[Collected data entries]
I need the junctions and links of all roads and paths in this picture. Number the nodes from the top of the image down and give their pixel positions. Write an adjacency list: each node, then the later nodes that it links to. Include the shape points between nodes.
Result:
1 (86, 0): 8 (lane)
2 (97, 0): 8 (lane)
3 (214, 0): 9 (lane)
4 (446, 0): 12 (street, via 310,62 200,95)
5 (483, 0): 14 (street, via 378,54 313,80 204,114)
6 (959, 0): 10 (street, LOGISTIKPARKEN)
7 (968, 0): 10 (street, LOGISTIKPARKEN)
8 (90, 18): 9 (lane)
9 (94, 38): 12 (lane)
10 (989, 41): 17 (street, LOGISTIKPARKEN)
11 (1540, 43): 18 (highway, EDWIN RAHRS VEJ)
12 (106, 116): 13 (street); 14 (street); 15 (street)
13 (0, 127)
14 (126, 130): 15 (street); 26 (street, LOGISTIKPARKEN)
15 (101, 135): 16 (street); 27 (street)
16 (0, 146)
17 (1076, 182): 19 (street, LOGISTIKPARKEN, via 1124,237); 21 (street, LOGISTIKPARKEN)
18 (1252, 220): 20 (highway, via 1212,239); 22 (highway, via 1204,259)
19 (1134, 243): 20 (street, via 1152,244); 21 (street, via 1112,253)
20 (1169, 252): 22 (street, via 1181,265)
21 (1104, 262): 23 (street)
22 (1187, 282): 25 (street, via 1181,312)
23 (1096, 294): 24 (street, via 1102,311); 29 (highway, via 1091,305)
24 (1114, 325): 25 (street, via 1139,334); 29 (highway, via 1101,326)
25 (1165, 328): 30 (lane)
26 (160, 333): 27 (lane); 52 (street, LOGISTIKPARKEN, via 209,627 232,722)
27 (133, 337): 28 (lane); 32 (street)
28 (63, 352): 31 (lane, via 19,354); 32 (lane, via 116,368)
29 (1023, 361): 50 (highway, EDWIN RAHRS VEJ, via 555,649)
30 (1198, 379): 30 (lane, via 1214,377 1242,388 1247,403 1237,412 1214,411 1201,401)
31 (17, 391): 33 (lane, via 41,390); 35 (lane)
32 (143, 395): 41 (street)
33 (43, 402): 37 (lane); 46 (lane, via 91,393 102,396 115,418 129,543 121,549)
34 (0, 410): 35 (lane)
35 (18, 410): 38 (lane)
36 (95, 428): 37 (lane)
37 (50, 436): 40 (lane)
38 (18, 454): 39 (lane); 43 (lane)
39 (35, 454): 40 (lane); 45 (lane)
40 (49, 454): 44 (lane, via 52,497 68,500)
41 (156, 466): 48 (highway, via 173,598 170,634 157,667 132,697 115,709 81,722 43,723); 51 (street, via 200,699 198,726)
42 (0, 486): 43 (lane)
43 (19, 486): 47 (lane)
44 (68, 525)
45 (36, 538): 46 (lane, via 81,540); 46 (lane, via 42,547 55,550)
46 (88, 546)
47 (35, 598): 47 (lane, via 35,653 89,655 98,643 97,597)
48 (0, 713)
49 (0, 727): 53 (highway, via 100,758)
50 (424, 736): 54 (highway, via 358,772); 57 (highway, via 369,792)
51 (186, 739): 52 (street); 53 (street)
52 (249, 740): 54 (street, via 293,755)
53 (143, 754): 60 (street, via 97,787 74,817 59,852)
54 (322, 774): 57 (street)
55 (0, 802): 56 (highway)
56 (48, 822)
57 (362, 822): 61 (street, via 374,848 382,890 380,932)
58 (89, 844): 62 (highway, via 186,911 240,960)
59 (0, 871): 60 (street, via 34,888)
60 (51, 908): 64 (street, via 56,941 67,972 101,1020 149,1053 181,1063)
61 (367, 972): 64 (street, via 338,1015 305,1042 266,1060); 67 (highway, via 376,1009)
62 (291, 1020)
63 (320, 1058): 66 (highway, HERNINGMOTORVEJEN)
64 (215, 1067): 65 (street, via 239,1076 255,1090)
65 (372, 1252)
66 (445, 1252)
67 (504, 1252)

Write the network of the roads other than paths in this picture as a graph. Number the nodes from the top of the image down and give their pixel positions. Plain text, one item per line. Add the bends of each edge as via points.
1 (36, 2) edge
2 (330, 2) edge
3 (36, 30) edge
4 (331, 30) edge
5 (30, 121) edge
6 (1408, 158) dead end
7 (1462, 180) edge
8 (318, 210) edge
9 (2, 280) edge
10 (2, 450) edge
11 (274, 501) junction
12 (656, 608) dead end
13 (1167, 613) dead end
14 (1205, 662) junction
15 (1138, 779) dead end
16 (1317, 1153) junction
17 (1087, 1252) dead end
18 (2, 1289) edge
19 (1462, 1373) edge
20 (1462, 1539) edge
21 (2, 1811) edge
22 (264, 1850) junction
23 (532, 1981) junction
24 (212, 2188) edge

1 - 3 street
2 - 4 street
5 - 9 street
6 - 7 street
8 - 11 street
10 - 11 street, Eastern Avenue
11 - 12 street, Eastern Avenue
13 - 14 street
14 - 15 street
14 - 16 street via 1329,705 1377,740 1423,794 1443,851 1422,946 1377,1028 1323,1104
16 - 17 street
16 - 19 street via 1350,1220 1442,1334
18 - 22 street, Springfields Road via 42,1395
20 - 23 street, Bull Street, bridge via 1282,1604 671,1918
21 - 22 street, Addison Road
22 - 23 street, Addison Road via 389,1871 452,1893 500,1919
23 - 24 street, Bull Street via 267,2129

| Problem description |
Where a line of the records above holds the word "from", copy that line.

| Response to this exercise |
I need the junctions and links of all roads and paths in this picture. Number the nodes from the top of the image down and give their pixel positions. Write an adjacency list: each node, then the later nodes that it links to. Include the shape points between nodes.
Write the network of the roads other than paths in this picture as a graph. Number the nodes from the top of the image down and give their pixel positions. Plain text, one item per line. Add the bends of each edge as via points.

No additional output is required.